*MATERIALS PROVIDED*
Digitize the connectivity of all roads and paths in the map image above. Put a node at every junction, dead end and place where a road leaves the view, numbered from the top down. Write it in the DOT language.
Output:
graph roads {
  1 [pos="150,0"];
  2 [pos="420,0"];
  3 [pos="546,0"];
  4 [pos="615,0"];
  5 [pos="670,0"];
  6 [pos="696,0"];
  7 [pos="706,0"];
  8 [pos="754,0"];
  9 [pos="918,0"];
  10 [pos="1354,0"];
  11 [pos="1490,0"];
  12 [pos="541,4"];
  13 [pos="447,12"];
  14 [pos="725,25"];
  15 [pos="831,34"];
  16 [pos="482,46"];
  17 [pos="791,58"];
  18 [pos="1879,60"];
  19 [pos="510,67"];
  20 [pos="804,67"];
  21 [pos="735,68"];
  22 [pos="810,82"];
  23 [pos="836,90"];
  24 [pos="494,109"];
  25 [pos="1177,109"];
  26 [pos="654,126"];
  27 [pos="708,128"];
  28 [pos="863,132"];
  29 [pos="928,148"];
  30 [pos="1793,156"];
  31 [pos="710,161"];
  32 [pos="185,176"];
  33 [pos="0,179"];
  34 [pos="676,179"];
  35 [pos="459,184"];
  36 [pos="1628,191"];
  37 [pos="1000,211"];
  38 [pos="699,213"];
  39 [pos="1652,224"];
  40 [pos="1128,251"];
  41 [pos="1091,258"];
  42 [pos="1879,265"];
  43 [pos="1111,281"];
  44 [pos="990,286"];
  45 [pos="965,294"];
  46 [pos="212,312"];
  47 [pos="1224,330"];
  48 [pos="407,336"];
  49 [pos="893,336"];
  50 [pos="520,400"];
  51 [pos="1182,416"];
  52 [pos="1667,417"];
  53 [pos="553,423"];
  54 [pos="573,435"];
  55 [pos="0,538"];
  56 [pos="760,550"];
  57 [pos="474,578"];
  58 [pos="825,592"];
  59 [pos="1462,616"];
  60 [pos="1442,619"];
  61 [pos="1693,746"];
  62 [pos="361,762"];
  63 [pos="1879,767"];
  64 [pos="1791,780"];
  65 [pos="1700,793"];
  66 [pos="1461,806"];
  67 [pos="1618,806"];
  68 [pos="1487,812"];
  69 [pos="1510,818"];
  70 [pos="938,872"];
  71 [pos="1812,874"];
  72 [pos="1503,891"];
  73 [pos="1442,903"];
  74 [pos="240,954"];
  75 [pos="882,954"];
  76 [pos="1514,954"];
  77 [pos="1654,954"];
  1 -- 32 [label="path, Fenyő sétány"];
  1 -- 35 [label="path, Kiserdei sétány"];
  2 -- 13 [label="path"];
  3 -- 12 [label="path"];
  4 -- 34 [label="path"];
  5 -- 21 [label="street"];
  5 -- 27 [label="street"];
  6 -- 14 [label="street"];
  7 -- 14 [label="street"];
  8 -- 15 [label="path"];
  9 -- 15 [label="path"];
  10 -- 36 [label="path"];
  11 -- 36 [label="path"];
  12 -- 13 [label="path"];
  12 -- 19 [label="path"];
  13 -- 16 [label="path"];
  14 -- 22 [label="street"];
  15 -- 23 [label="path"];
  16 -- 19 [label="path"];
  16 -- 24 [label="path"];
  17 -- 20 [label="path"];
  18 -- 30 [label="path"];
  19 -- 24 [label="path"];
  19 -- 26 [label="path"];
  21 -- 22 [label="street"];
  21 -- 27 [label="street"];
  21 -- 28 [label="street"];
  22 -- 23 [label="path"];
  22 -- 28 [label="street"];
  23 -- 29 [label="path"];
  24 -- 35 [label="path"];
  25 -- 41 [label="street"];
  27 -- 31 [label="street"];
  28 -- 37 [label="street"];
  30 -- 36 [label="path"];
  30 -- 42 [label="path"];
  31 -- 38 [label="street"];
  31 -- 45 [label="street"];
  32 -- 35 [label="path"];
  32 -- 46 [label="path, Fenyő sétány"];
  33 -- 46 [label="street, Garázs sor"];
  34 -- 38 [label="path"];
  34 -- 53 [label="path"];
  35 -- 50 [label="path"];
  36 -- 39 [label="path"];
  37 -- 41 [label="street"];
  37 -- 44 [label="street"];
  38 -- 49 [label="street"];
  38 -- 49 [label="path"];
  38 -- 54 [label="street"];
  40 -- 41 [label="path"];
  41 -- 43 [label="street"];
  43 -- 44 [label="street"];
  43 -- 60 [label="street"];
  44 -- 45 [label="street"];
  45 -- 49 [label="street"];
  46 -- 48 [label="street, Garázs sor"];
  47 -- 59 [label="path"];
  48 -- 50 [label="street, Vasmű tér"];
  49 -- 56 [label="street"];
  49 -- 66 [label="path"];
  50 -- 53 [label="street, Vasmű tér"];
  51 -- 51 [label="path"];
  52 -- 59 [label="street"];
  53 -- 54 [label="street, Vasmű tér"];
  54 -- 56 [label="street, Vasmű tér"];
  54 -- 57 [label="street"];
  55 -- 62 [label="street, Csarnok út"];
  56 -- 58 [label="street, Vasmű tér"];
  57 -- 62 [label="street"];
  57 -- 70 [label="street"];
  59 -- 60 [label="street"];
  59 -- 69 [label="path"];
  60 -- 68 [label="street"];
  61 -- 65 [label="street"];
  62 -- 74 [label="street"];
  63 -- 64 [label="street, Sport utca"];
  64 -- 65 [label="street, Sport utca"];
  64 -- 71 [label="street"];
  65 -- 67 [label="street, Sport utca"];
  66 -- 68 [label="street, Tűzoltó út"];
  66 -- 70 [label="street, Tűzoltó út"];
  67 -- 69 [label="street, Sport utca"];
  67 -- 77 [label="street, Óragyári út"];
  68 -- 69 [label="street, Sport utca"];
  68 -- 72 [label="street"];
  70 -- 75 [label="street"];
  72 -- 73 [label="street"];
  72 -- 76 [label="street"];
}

*BRIEF*
Find the word "Vasmű" in the entries above. Copy every line that has it.

*RESPONSE TO THIS EXERCISE*
  48 -- 50 [label="street, Vasmű tér"];
  50 -- 53 [label="street, Vasmű tér"];
  53 -- 54 [label="street, Vasmű tér"];
  54 -- 56 [label="street, Vasmű tér"];
  56 -- 58 [label="street, Vasmű tér"];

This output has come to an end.